As I’ve said earlier, although I initially found Roden kits to be difficult because they were highly detailed, I do find the finished product to be excellent. They take paint well and look very effective. The Italeri product is quicker to assemble, but when placed side by side with the Roden, looks more simplistic. The Italeri kit is cheaper and certainly much more easily purchased – remember, I ordered the Roden kits from the Ukraine! Even this is changing, though – as hobby shop proprietors are assembling these Eastern European kits for themselves and seeing the quality, they are increasingly stocking them. I’m becoming increasingly attuned to detail, so I would buy more more of the Roden without hesitation.

In the close-up profile photos, you should be able to clearly see that the tracks are too short to fit the kit. This is my only gripe, and I mentioned it in the previous post. Another centimeter would have been fine – another two centimeters would have allowed for good track sag. The tracks are good quality vinly one-piece items – they didn’t have the anchoring pins on them to join them into loops like the Airfix, Matchbox or ESCI kits do, so trimming off some leftover was not going to stop a track being made into a proper loop. Trimmed pieces could be used in a diorama or for a kitbash…

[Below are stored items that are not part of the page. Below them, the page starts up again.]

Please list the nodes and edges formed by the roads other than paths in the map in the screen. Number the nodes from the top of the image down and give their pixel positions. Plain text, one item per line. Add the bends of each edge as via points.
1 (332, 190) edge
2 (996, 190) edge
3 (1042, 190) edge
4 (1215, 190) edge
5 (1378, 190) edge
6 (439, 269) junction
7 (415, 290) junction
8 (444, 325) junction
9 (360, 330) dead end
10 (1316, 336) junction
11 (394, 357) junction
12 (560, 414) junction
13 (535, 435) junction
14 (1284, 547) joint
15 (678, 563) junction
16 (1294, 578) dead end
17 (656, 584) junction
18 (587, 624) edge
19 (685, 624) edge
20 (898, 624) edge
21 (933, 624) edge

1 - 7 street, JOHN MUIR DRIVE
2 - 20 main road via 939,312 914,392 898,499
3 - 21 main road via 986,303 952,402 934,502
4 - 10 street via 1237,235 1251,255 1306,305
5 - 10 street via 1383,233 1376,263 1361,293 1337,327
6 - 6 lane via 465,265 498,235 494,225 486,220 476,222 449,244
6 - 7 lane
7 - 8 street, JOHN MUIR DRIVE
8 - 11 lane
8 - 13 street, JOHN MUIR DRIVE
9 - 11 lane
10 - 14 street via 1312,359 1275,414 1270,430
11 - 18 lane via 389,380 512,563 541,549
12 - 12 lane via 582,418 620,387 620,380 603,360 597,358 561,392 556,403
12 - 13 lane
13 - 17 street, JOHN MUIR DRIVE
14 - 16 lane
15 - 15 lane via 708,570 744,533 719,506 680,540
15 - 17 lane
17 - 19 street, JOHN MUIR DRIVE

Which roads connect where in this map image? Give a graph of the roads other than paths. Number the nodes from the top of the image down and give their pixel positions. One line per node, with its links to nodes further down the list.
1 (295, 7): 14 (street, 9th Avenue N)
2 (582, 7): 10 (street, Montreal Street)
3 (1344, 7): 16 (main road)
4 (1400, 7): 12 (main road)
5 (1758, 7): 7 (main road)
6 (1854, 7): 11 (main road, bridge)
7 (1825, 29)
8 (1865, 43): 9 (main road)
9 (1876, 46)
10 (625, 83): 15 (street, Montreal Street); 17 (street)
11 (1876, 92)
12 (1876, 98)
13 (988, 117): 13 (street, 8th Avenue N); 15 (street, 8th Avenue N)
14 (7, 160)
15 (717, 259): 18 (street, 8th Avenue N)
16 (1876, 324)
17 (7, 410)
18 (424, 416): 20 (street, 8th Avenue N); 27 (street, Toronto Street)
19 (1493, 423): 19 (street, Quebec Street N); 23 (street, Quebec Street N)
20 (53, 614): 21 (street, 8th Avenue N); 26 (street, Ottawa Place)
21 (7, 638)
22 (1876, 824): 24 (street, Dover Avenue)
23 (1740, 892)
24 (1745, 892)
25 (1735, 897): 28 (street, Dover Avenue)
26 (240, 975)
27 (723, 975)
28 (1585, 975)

The Opel Maultier was developed by the SS and was so effective in the mud and then snow on the harsh Eastern Front that there was, in time, a good number of them. With all that snow and ice in mind, I’ve decided to paint them with a simple Dark Yellow coat and then give them some poorly-applied Winter whitewashing, so they don’t stand out too much and make themselves inviting targets. The technique I employed for the plaster inside the railway station will be given another try. Whitewash was often slopped on with whatever came to hand, so it should be lumpy and uneven. Applying lumpy, semi-dried paint off an overloaded cheap brush should model this perfectly.